Babette Hansen also emphasized how thankful she is that she chose life for Nick while he was still in the womb.
“When we first found out Nick was going to have Down syndrome, we found out in utero,” she said.
Many parents face pressure to abort their unborn babies after a Down syndrome diagnosis. According to ABC News Australia, a recent study by Down Syndrome Australia found that “half of new parents faced discrimination and neglect from medical professionals during and after prenatal screenings.” One family told the news outlet that they were shocked when they learned their doctor had scheduled an abortion before even telling them that their baby had Down syndrome.
Babette Hansen said she understands parents’ fear and heartbreak when they learn about their child’s disability, but there was no question in her mind that her unborn son was valuable.
“I get it. It’s a very scary prospect to raise a child with special needs and I can’t fault anyone for any decision they choose to make,” she said. “But for us we chose to keep him, and it’s probably the best decision I’ve ever made because my life would not be as nearly as wonderful as it is without our son Nick.”
Discrimination against unborn babies with Down syndrome and other disabilities is a huge problem. According to the Atlantic, in Denmark, 95 percent of unborn babies diagnosed with Down syndrome are aborted.

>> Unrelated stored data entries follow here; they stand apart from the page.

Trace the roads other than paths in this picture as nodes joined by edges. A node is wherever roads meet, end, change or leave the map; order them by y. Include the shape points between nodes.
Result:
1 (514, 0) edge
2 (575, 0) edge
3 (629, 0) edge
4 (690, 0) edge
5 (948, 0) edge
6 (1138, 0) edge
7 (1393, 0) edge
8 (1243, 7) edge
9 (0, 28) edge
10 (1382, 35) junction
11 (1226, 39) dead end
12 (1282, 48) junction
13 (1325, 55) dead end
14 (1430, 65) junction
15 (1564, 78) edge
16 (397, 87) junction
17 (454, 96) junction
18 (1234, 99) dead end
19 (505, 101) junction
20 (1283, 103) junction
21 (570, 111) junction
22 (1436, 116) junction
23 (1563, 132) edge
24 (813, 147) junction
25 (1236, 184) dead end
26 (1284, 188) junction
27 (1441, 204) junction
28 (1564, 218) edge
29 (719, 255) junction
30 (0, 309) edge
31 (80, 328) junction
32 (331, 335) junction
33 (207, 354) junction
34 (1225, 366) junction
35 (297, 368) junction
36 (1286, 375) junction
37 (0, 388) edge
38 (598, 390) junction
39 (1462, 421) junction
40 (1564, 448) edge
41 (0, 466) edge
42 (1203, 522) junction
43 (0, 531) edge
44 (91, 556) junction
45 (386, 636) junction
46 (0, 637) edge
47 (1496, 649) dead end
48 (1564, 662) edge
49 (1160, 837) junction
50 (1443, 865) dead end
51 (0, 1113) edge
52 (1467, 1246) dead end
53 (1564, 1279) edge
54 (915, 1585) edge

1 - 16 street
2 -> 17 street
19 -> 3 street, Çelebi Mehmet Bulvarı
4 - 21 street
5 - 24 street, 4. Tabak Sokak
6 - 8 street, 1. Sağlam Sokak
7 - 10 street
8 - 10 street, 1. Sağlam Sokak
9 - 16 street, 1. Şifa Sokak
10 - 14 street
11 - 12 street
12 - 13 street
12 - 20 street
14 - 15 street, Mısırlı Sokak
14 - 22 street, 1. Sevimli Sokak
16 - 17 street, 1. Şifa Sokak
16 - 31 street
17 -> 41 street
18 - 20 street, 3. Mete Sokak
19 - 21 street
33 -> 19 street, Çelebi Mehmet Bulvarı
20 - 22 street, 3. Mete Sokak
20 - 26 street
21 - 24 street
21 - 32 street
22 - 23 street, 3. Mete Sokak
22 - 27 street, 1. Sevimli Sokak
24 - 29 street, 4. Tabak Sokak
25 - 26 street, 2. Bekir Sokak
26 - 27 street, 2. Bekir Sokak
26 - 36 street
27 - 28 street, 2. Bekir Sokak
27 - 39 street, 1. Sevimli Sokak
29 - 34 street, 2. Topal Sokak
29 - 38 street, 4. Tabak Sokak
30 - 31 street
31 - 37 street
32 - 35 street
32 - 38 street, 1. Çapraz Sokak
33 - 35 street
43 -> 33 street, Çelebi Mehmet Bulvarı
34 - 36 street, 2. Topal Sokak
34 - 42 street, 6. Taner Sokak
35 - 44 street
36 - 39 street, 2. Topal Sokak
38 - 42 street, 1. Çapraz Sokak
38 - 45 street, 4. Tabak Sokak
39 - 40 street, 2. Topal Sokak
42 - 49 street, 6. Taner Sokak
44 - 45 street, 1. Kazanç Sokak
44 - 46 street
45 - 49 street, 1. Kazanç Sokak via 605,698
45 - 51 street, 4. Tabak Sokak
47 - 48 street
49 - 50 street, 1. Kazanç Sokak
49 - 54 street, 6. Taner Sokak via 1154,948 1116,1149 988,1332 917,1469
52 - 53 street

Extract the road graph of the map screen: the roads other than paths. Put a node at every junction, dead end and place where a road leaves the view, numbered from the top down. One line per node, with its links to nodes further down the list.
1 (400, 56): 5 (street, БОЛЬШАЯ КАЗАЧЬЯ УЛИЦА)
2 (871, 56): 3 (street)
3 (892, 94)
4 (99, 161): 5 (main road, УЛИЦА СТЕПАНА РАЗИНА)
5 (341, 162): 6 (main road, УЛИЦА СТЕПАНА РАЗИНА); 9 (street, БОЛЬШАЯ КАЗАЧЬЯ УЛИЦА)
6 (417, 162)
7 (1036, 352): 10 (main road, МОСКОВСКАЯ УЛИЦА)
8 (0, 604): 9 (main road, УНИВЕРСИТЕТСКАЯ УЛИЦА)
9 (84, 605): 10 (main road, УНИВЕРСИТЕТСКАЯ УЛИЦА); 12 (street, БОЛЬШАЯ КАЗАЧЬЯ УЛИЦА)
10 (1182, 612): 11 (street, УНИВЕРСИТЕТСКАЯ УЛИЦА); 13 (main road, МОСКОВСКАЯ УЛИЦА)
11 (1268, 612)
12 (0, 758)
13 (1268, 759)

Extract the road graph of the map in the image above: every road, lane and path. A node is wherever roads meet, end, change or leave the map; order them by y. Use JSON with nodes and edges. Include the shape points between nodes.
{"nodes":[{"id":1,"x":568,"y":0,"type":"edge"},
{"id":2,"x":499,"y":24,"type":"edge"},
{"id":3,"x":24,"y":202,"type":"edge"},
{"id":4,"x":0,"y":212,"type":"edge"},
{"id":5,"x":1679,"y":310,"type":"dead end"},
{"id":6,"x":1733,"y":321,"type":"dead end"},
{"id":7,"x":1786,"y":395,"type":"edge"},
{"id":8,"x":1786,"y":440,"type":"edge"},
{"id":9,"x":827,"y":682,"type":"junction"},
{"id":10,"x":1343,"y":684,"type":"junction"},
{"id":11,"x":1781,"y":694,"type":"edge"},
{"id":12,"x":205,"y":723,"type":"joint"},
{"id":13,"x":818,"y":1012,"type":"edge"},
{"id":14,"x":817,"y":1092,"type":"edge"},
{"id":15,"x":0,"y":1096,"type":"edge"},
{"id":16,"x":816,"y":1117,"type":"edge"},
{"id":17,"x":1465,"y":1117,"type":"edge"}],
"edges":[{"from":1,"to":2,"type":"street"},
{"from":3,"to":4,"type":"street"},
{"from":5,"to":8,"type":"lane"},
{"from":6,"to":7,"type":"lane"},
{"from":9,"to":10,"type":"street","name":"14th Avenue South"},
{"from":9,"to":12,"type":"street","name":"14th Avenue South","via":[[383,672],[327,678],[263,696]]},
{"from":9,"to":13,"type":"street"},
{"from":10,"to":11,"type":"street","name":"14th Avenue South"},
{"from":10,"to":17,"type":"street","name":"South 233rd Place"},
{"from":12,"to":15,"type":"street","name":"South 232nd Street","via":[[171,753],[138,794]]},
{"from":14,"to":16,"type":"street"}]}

Several years ago, CBS News reported nearly 100 percent of unborn babies who test positive for Down syndrome are aborted in Iceland. The rate in France was 77 percent in 2015, 90 percent in the UK and between 67 and 90 percent in the United States.
These extremely high rates of discrimination have many families speaking up about the value of children with disabilities and the need to provide better, life-affirming support after a prenatal diagnosis.
Some medical groups are working to end prenatal discrimination, too. The American Academy of Pediatrics recently issued new guidelines encouraging doctors to take a positive, life-affirming approach with families whose unborn babies have been diagnosed with Down syndrome while offering resources and support.